I have learned the obvious. We live in a collective society and it is not the responsibility of one person to heal the whole world. In fact, healing the world isn’t designed to be an individual pursuit. It is our individual responsibility to be better than the sum of our parts and to make righteous decisions, even when we think no one is looking and to do our share of social healing, but it is the responsibility of all members of society to heal the collective unconscious and point it towards the greater good.
Even the giants among us (Nelson Mandela, Yitzhak Rabin, and Mother Theresa) could only do their part to heal the world. We still have war, homelessness, poverty, environmental destruction, rape, and greed. And I suppose we will be stuck with these manifestations of ignorance and evil until the good of the collective unconscious outweighs the intention of those individuals who thrive in the spectrum of cruelty.

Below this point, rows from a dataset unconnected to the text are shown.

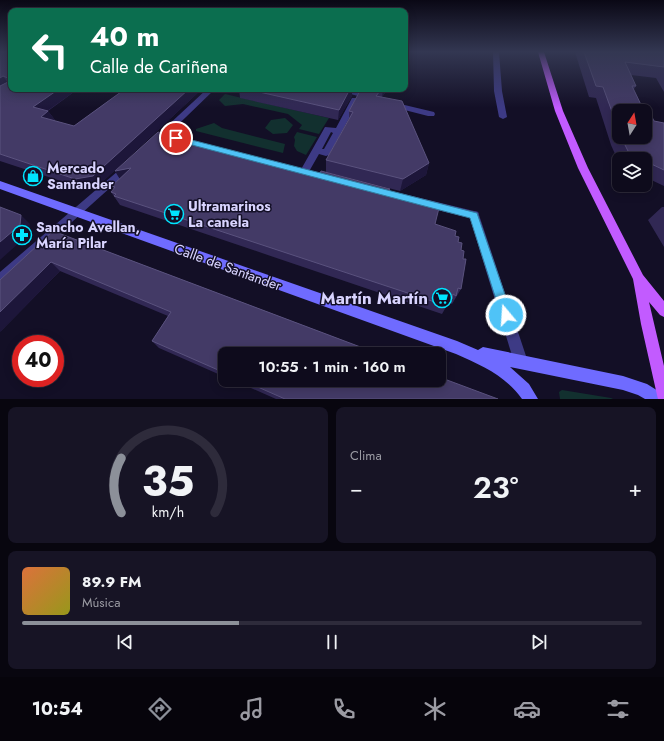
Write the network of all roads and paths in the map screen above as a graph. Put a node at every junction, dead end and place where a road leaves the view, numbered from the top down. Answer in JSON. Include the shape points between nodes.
{"nodes":[{"id":1,"x":497,"y":71,"type":"edge"},
{"id":2,"x":547,"y":71,"type":"edge"},
{"id":3,"x":208,"y":92,"type":"edge"},
{"id":4,"x":348,"y":92,"type":"edge"},
{"id":5,"x":358,"y":95,"type":"junction"},
{"id":6,"x":431,"y":114,"type":"dead end"},
{"id":7,"x":503,"y":117,"type":"dead end"},
{"id":8,"x":163,"y":135,"type":"junction"},
{"id":9,"x":176,"y":138,"type":"edge"},
{"id":10,"x":146,"y":150,"type":"edge"},
{"id":11,"x":134,"y":161,"type":"edge"},
{"id":12,"x":304,"y":173,"type":"edge"},
{"id":13,"x":0,"y":185,"type":"edge"},
{"id":14,"x":373,"y":190,"type":"edge"},
{"id":15,"x":78,"y":213,"type":"junction"},
{"id":16,"x":0,"y":279,"type":"edge"},
{"id":17,"x":639,"y":279,"type":"junction"},
{"id":18,"x":664,"y":310,"type":"edge"},
{"id":19,"x":457,"y":348,"type":"junction"},
{"id":20,"x":521,"y":362,"type":"junction"},
{"id":21,"x":664,"y":395,"type":"edge"},
{"id":22,"x":531,"y":399,"type":"edge"},
{"id":23,"x":658,"y":399,"type":"edge"}],
"edges":[{"from":1,"to":7,"type":"street"},
{"from":2,"to":17,"type":"main road","via":[[571,141]]},
{"from":3,"to":8,"type":"street"},
{"from":4,"to":5,"type":"street"},
{"from":5,"to":6,"type":"street"},
{"from":5,"to":12,"type":"street","via":[[338,131],[328,129]]},
{"from":8,"to":9,"type":"street"},
{"from":8,"to":10,"type":"street"},
{"from":11,"to":15,"type":"street"},
{"from":13,"to":15,"type":"main road","name":"Calle de Santander"},
{"from":14,"to":20,"type":"street","via":[[474,215]]},
{"from":15,"to":16,"type":"street","via":[[50,234]]},
{"from":15,"to":19,"type":"main road","name":"Calle de Santander"},
{"from":17,"to":18,"type":"main road"},
{"from":17,"to":21,"type":"main road","via":[[646,324]]},
{"from":19,"to":20,"type":"main road","name":"Calle de Santander"},
{"from":19,"to":22,"type":"main road","name":"Calle de Santander","via":[[499,366]]},
{"from":20,"to":23,"type":"main road","name":"Calle de Santander","via":[[623,383],[642,389]]}]}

I hope my book helps make the world a better place by advancing metaphysical theory. Currently, metaphysical theory often reflects the same mistakes made everywhere else in society. One of the biggest mistakes metaphysics makes is equating healing and change with prosperity a.k.a. capitalism, status and competitiveness. While it remains a big obstacle to get the collective unconscious to accept that psychic skills are as natural as any other human sensibility, metaphysics does not help its cause by wrapping intuitive information up with the promise of being blissful and wealthy. Why are these always the target goals for self development? They make metaphysicians look ignorant and foolish by circling their proof of knowledge back around to doing better than everyone else.
I also hope my book helps advance the knowledge and use of psychic and healing skills. Currently, psychic and healing skills are often clumsily taken out of context by people who clearly have issues, leaving valuable information largely untapped and vulnerable to debunking.

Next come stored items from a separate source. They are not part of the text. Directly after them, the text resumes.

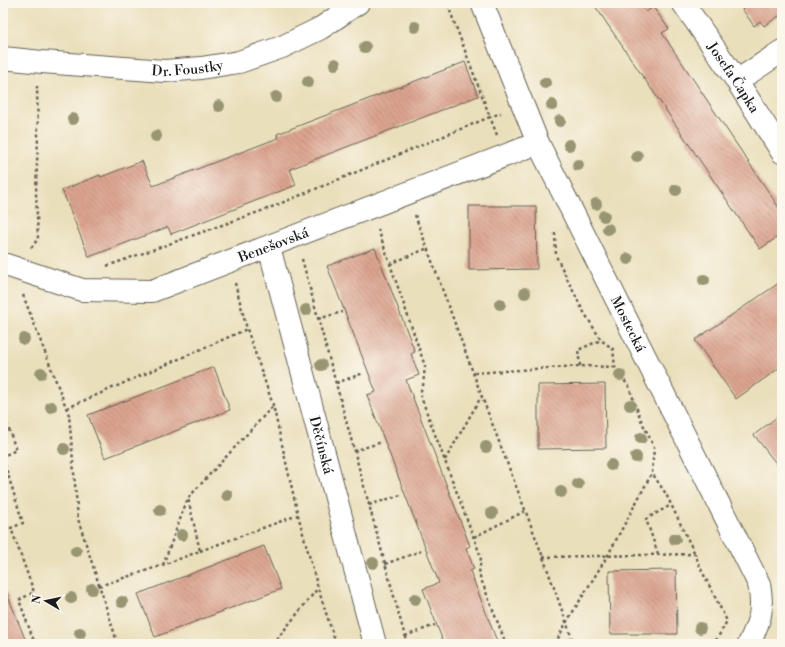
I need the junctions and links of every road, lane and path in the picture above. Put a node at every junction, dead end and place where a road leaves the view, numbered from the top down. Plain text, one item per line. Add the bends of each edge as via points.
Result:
1 (358, 3) edge
2 (447, 3) edge
3 (482, 3) edge
4 (683, 3) edge
5 (782, 51) edge
6 (3, 58) edge
7 (37, 79) dead end
8 (737, 81) junction
9 (522, 104) junction
10 (490, 117) junction
11 (538, 143) junction
12 (782, 152) edge
13 (505, 156) junction
14 (408, 194) junction
15 (376, 224) dead end
16 (556, 231) dead end
17 (296, 236) junction
18 (269, 247) junction
19 (428, 248) junction
20 (17, 262) edge
21 (230, 262) junction
22 (390, 264) junction
23 (104, 266) dead end
24 (342, 312) dead end
25 (318, 319) junction
26 (247, 329) junction
27 (602, 340) junction
28 (580, 366) junction
29 (615, 367) junction
30 (364, 373) dead end
31 (474, 373) junction
32 (336, 383) junction
33 (482, 397) junction
34 (274, 405) junction
35 (67, 408) junction
36 (3, 412) edge
37 (382, 442) dead end
38 (354, 451) junction
39 (3, 458) edge
40 (445, 461) junction
41 (652, 473) junction
42 (401, 495) dead end
43 (188, 498) junction
44 (671, 505) junction
45 (369, 506) junction
46 (525, 511) junction
47 (298, 515) junction
48 (474, 537) junction
49 (421, 550) dead end
50 (200, 551) junction
51 (658, 554) junction
52 (695, 554) junction
53 (608, 555) junction
54 (543, 557) junction
55 (385, 564) junction
56 (163, 565) junction
57 (99, 586) junction
58 (318, 588) junction
59 (566, 622) junction
60 (435, 625) dead end
61 (404, 636) junction
62 (35, 644) edge
63 (116, 644) edge
64 (273, 644) edge
65 (336, 644) edge
66 (375, 644) edge
67 (407, 644) edge
68 (506, 644) edge
69 (556, 644) edge
70 (574, 644) edge
71 (714, 644) edge
72 (749, 644) edge

1 - 6 street, Dr. Foustky via 321,28 282,47 240,62 165,71
2 - 10 path
3 - 9 street, Mostecká
4 - 8 street, Josefa Čapka
5 - 8 street
7 - 20 path via 38,239
8 - 12 street, Josefa Čapka
9 - 10 path
9 - 11 street, Mostecká
10 - 13 path
10 - 23 path via 267,209
11 - 13 street, Benešovská
11 - 72 street, Mostecká via 759,584 762,604 758,623
13 - 14 street, Benešovská
14 - 17 street, Benešovská
14 - 19 path
15 - 22 path
16 - 27 path via 556,256 582,309
17 - 18 street, Benešovská
17 - 25 path
18 - 21 street, Benešovská
18 - 66 street, Děčínská
19 - 22 path
19 - 31 path
20 - 21 street, Benešovská via 82,290 152,291
20 - 35 path via 23,298
21 - 26 path
22 - 40 path via 425,366 421,397
24 - 25 path
25 - 32 path
26 - 34 path
26 - 35 path
27 - 28 path via 578,350
27 - 29 path via 614,349
28 - 29 path
28 - 31 path
29 - 41 path via 630,387 641,420 654,447
30 - 32 path
31 - 33 path
32 - 38 path
33 - 40 path
33 - 46 path
34 - 43 path
34 - 47 path
35 - 57 path via 78,519
36 - 39 path via 16,450
37 - 38 path
38 - 45 path
39 - 62 path via 23,522 11,528 34,592 19,600
40 - 48 path
41 - 44 path
41 - 53 path
42 - 45 path
43 - 50 path
43 - 56 path
44 - 51 path via 646,519
44 - 52 path
45 - 55 path
46 - 48 path
46 - 54 path
47 - 50 path
47 - 58 path
48 - 68 path via 481,556 479,574
49 - 55 path
50 - 56 path
51 - 52 path
51 - 53 path
52 - 71 path via 727,621
53 - 54 path
53 - 59 path
54 - 59 path
55 - 61 path
56 - 57 path
57 - 63 path
58 - 64 path
58 - 65 path
59 - 69 path
59 - 70 path
60 - 61 path
61 - 67 path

For those individuals who have the heart to heal and the ethics to establish themselves in the world of psychic energy, this book is long on explanation with techniques to put it into practice. Heal yourself first so your life can be a reflection of your value and so you will be a bright powerful light of one, in the ocean of greater good.
I was born psychically aware and psychically talented, without a dark side to overcome. That makes me a little bit different. It gives me the ability to gather information most people ignore. I take this responsibility seriously.
I have learned far more than I ever set out to, but I keep my metaphysical knowledge in perspective. If scientists estimate their understanding of the entire universe to be at about 4%, that sounds about right for metaphysicians too. There will always be more answers to questions we haven’t even thought of yet. I hope that my self-defined metaphysical career leaves a legacy worthy of a pioneer.